2. Free market, interventionism, meaning the government uses subsidies, tax exempts, inflation/deflation, public expenses, as tools to counter cycles, boost economic growth, and such. Private property is dominating the economy, some public property may exist.
3. Mixed free market/planned economy (dirigism) where the government intervenes in economy structure, prices, work-market, etc. Some areas of economy are free, some are planned. Private and public property are close or equal in power.
4. Planned economy, the government plan controls production, consumption, prices, work-market. In some insignificant branches some degree of free market is allowed, however strictly regulated. Public property is dominating the economic field.
As economic-political doctrine the "free market" is a right wing, ultra-liberal approach, the planned economy is the left wing communist approach regarding the distribution of wealth and economic activity management.
Thank you, Bradut. I just wanted to put our terminology in harmony, for there would be a risk of misunderstanding concepts of different branches of human knowledge.
I enjoyed reading your comments about the roles of government and market in an 'abnormal" economy such as the economy of state of New York after Storm Sandy. However, I fail to understand the difference between coordination and planning.
Both markets and governments coordinate economic activities. Coordination here implies reaching a desired, pleasing state, realizing something we hope to achieve in our interaction with others, and in the specific case of a single market means market clearance, that is Qd=Qs. What we (humanity) have learned over the last 80 years is that both markets and governments fail in their coordination efforts.
How have we learned this bitter lesson? Well, market failures (business cycles, externalities, excessive market power, inequity in income distribution, public goods, and asymmetric information) are well-known features of market economies, which neo-classical-Keynesian theory, under the able hands of Paul Samuelsson, has addressed. The failures of government (planning) in coordination of economic activities only were confirmed after the collapse of the former USSR and after economic reforms in China.

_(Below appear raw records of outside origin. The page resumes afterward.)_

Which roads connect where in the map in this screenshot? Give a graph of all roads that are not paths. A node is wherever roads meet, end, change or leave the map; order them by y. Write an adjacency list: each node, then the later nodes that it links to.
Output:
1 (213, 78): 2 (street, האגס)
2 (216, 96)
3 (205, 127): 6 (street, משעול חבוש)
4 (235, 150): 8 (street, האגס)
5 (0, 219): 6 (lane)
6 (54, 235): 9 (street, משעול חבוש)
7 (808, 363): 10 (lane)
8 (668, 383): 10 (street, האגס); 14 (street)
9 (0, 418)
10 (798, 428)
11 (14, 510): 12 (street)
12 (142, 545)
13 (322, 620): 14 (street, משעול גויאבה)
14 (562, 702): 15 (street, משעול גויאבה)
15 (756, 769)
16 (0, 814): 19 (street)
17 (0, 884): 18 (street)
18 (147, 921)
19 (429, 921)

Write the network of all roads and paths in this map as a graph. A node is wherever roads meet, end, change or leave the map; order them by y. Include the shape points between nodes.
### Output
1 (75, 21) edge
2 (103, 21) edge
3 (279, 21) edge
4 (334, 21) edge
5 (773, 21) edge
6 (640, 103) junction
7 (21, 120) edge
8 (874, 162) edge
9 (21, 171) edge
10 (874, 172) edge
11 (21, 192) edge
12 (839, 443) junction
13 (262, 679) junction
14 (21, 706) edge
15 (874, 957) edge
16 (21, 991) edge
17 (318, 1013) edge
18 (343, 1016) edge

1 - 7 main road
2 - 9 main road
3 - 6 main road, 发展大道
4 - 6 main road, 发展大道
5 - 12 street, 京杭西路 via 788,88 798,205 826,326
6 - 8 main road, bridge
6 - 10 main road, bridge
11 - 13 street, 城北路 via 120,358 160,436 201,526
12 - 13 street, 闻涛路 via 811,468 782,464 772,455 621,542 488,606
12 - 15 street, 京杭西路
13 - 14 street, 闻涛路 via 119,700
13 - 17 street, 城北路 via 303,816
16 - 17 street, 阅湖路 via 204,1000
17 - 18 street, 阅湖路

What is the optimal solution to the double-edge problem of coordination failures of governments and markets? Stay tuned and see what happens in China in a couple of decades or so.
By planning I took it to mean a soviet-style collectivist economy. This region will produce ball bearings in this quantity etc. However, I admit that free markets can have coordination failures (especially intertemporally) and may need some help from government through fiscal or monetary measures. Although the depth of the recession and the sluggishness of the recovery (which by the way looks to be a bit less sluggish in early 2013) was due to a good old fashion banking system collapse.
Ageing societies produce an overwhelming number of elderly people vs few births. Free market leaves many without resources, and with no government support, many would be worse off in this further ageing scenario. Adam Smith spoke of an invisible hand, the invisible hand of last recourse would be of public nature...
Dear Renaud, sometimes governments meddle where they should not, and do not interfere where they should. The amount of concentration currently existing in the economy is not the result of free markets, but of governments protecting the interest of a few against the interests of many. This is also called crony capitalism.